BEGIN

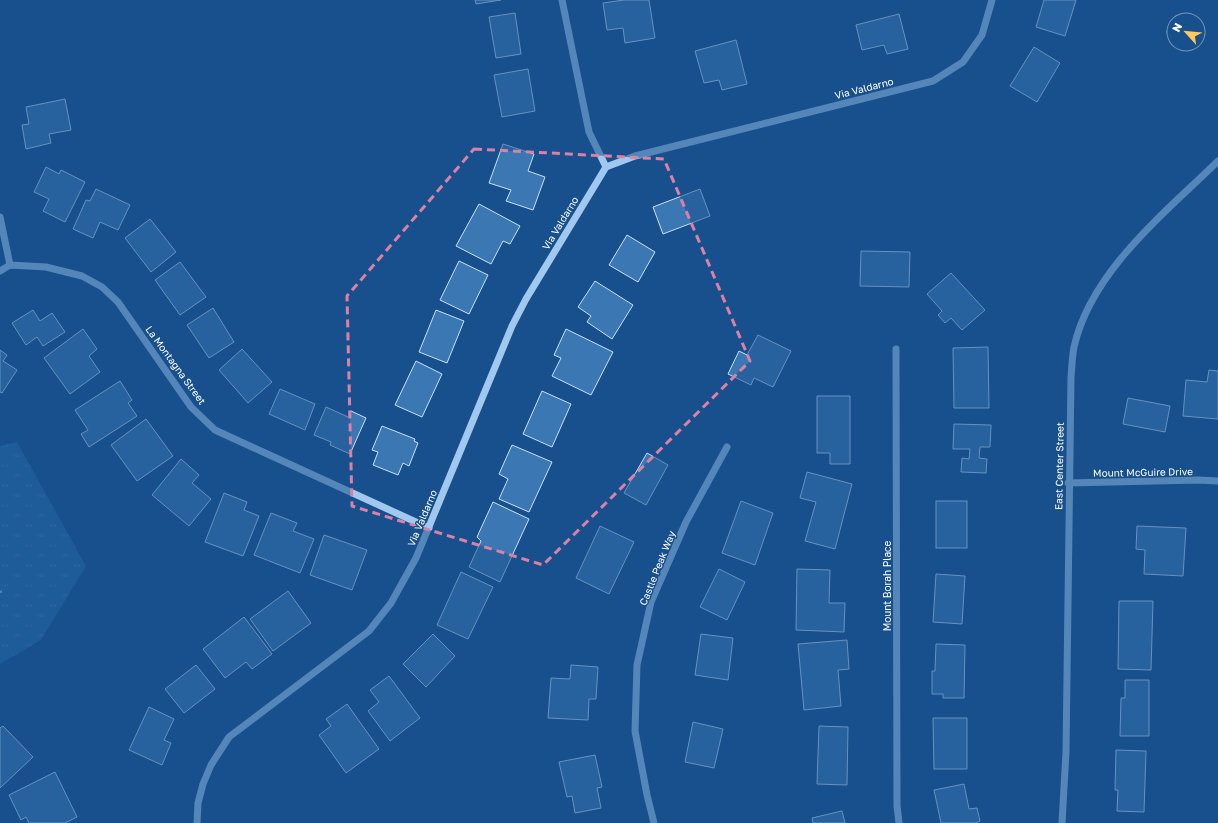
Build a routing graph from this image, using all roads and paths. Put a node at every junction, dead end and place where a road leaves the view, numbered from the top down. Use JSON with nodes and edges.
{"nodes":[{"id":1,"x":562,"y":0,"type":"edge"},
{"id":2,"x":992,"y":0,"type":"edge"},
{"id":3,"x":1218,"y":161,"type":"edge"},
{"id":4,"x":606,"y":167,"type":"junction"},
{"id":5,"x":0,"y":217,"type":"edge"},
{"id":6,"x":10,"y":265,"type":"junction"},
{"id":7,"x":0,"y":271,"type":"edge"},
{"id":8,"x":896,"y":349,"type":"dead end"},
{"id":9,"x":727,"y":447,"type":"dead end"},
{"id":10,"x":1218,"y":481,"type":"edge"},
{"id":11,"x":1068,"y":483,"type":"junction"},
{"id":12,"x":429,"y":528,"type":"junction"},
{"id":13,"x":196,"y":823,"type":"edge"},
{"id":14,"x":654,"y":823,"type":"edge"},
{"id":15,"x":899,"y":823,"type":"edge"},
{"id":16,"x":1062,"y":823,"type":"edge"}],
"edges":[{"from":1,"to":4,"type":"street"},
{"from":2,"to":4,"type":"street","name":"Via Valdarno"},
{"from":3,"to":11,"type":"street","name":"East Center Street"},
{"from":4,"to":12,"type":"street","name":"Via Valdarno"},
{"from":5,"to":6,"type":"street"},
{"from":6,"to":7,"type":"street"},
{"from":6,"to":12,"type":"street","name":"La Montagna Street"},
{"from":8,"to":15,"type":"street","name":"Mount Borah Place"},
{"from":9,"to":14,"type":"street","name":"Castle Peak Way"},
{"from":10,"to":11,"type":"street","name":"Mount McGuire Drive"},
{"from":11,"to":16,"type":"street","name":"East Center Street"},
{"from":12,"to":13,"type":"street","name":"Via Valdarno"}]}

END

* **TASK REQUIREMENTS**:
No picture is to appear in the copy; every entry above is otherwise to be printed verbatim.

* **THE COMPLETED TASK**:
Build a routing graph from this image, using all roads and paths. Put a node at every junction, dead end and place where a road leaves the view, numbered from the top down. Use JSON with nodes and edges.
{"nodes":[{"id":1,"x":562,"y":0,"type":"edge"},
{"id":2,"x":992,"y":0,"type":"edge"},
{"id":3,"x":1218,"y":161,"type":"edge"},
{"id":4,"x":606,"y":167,"type":"junction"},
{"id":5,"x":0,"y":217,"type":"edge"},
{"id":6,"x":10,"y":265,"type":"junction"},
{"id":7,"x":0,"y":271,"type":"edge"},
{"id":8,"x":896,"y":349,"type":"dead end"},
{"id":9,"x":727,"y":447,"type":"dead end"},
{"id":10,"x":1218,"y":481,"type":"edge"},
{"id":11,"x":1068,"y":483,"type":"junction"},
{"id":12,"x":429,"y":528,"type":"junction"},
{"id":13,"x":196,"y":823,"type":"edge"},
{"id":14,"x":654,"y":823,"type":"edge"},
{"id":15,"x":899,"y":823,"type":"edge"},
{"id":16,"x":1062,"y":823,"type":"edge"}],
"edges":[{"from":1,"to":4,"type":"street"},
{"from":2,"to":4,"type":"street","name":"Via Valdarno"},
{"from":3,"to":11,"type":"street","name":"East Center Street"},
{"from":4,"to":12,"type":"street","name":"Via Valdarno"},
{"from":5,"to":6,"type":"street"},
{"from":6,"to":7,"type":"street"},
{"from":6,"to":12,"type":"street","name":"La Montagna Street"},
{"from":8,"to":15,"type":"street","name":"Mount Borah Place"},
{"from":9,"to":14,"type":"street","name":"Castle Peak Way"},
{"from":10,"to":11,"type":"street","name":"Mount McGuire Drive"},
{"from":11,"to":16,"type":"street","name":"East Center Street"},
{"from":12,"to":13,"type":"street","name":"Via Valdarno"}]}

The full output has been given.